Reproduce each record exactly, leaving out no line.
---- Data to examine
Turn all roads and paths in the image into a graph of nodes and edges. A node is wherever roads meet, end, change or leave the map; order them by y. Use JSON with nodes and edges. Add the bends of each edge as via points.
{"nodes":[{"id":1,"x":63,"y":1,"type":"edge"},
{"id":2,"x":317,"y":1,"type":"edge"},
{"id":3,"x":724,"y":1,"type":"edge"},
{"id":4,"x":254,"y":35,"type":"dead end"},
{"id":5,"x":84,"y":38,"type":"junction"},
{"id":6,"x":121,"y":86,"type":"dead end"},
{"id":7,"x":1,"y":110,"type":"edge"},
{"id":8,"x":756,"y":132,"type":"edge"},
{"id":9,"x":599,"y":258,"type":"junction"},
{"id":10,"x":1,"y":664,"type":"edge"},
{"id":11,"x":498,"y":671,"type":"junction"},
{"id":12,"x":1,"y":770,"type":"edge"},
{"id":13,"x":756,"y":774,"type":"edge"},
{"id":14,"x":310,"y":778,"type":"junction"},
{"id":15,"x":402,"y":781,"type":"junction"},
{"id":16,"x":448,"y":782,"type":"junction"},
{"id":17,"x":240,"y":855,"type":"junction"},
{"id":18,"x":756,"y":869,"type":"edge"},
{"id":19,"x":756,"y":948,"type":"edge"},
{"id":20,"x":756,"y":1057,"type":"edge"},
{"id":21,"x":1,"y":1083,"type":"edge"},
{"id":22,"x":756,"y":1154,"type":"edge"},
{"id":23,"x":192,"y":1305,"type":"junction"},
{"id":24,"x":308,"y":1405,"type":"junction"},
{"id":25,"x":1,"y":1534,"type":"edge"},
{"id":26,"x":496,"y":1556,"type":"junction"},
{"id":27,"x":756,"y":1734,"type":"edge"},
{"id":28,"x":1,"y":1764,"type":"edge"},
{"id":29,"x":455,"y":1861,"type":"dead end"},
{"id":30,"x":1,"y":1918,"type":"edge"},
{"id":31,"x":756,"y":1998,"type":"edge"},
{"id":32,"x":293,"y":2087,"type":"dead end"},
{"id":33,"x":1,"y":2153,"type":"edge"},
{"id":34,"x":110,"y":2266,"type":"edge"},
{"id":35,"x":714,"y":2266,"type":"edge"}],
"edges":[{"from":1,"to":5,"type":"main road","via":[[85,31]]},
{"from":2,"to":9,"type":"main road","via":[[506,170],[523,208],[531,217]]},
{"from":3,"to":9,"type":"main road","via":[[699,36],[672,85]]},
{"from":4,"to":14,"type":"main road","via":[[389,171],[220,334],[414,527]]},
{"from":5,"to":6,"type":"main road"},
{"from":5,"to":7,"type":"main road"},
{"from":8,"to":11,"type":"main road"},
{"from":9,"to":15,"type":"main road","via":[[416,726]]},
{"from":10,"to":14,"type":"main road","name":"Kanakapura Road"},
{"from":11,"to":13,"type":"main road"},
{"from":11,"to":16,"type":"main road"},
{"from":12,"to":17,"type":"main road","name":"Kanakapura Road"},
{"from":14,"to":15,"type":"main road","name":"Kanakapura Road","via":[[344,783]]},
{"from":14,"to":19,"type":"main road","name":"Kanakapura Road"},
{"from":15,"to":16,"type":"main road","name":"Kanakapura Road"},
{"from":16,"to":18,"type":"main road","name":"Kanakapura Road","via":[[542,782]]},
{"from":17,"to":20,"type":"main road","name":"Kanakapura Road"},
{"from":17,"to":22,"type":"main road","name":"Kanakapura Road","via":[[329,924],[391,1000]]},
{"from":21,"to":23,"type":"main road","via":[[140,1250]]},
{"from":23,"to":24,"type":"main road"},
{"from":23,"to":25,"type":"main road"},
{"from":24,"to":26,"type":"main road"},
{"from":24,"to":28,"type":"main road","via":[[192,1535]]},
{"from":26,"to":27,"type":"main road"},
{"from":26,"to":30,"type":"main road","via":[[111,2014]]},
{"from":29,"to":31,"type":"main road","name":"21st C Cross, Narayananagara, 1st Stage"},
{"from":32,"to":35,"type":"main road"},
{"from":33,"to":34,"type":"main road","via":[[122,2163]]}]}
--------
## Answer area
Turn all roads and paths in the image into a graph of nodes and edges. A node is wherever roads meet, end, change or leave the map; order them by y. Use JSON with nodes and edges. Add the bends of each edge as via points.
{"nodes":[{"id":1,"x":63,"y":1,"type":"edge"},
{"id":2,"x":317,"y":1,"type":"edge"},
{"id":3,"x":724,"y":1,"type":"edge"},
{"id":4,"x":254,"y":35,"type":"dead end"},
{"id":5,"x":84,"y":38,"type":"junction"},
{"id":6,"x":121,"y":86,"type":"dead end"},
{"id":7,"x":1,"y":110,"type":"edge"},
{"id":8,"x":756,"y":132,"type":"edge"},
{"id":9,"x":599,"y":258,"type":"junction"},
{"id":10,"x":1,"y":664,"type":"edge"},
{"id":11,"x":498,"y":671,"type":"junction"},
{"id":12,"x":1,"y":770,"type":"edge"},
{"id":13,"x":756,"y":774,"type":"edge"},
{"id":14,"x":310,"y":778,"type":"junction"},
{"id":15,"x":402,"y":781,"type":"junction"},
{"id":16,"x":448,"y":782,"type":"junction"},
{"id":17,"x":240,"y":855,"type":"junction"},
{"id":18,"x":756,"y":869,"type":"edge"},
{"id":19,"x":756,"y":948,"type":"edge"},
{"id":20,"x":756,"y":1057,"type":"edge"},
{"id":21,"x":1,"y":1083,"type":"edge"},
{"id":22,"x":756,"y":1154,"type":"edge"},
{"id":23,"x":192,"y":1305,"type":"junction"},
{"id":24,"x":308,"y":1405,"type":"junction"},
{"id":25,"x":1,"y":1534,"type":"edge"},
{"id":26,"x":496,"y":1556,"type":"junction"},
{"id":27,"x":756,"y":1734,"type":"edge"},
{"id":28,"x":1,"y":1764,"type":"edge"},
{"id":29,"x":455,"y":1861,"type":"dead end"},
{"id":30,"x":1,"y":1918,"type":"edge"},
{"id":31,"x":756,"y":1998,"type":"edge"},
{"id":32,"x":293,"y":2087,"type":"dead end"},
{"id":33,"x":1,"y":2153,"type":"edge"},
{"id":34,"x":110,"y":2266,"type":"edge"},
{"id":35,"x":714,"y":2266,"type":"edge"}],
"edges":[{"from":1,"to":5,"type":"main road","via":[[85,31]]},
{"from":2,"to":9,"type":"main road","via":[[506,170],[523,208],[531,217]]},
{"from":3,"to":9,"type":"main road","via":[[699,36],[672,85]]},
{"from":4,"to":14,"type":"main road","via":[[389,171],[220,334],[414,527]]},
{"from":5,"to":6,"type":"main road"},
{"from":5,"to":7,"type":"main road"},
{"from":8,"to":11,"type":"main road"},
{"from":9,"to":15,"type":"main road","via":[[416,726]]},
{"from":10,"to":14,"type":"main road","name":"Kanakapura Road"},
{"from":11,"to":13,"type":"main road"},
{"from":11,"to":16,"type":"main road"},
{"from":12,"to":17,"type":"main road","name":"Kanakapura Road"},
{"from":14,"to":15,"type":"main road","name":"Kanakapura Road","via":[[344,783]]},
{"from":14,"to":19,"type":"main road","name":"Kanakapura Road"},
{"from":15,"to":16,"type":"main road","name":"Kanakapura Road"},
{"from":16,"to":18,"type":"main road","name":"Kanakapura Road","via":[[542,782]]},
{"from":17,"to":20,"type":"main road","name":"Kanakapura Road"},
{"from":17,"to":22,"type":"main road","name":"Kanakapura Road","via":[[329,924],[391,1000]]},
{"from":21,"to":23,"type":"main road","via":[[140,1250]]},
{"from":23,"to":24,"type":"main road"},
{"from":23,"to":25,"type":"main road"},
{"from":24,"to":26,"type":"main road"},
{"from":24,"to":28,"type":"main road","via":[[192,1535]]},
{"from":26,"to":27,"type":"main road"},
{"from":26,"to":30,"type":"main road","via":[[111,2014]]},
{"from":29,"to":31,"type":"main road","name":"21st C Cross, Narayananagara, 1st Stage"},
{"from":32,"to":35,"type":"main road"},
{"from":33,"to":34,"type":"main road","via":[[122,2163]]}]}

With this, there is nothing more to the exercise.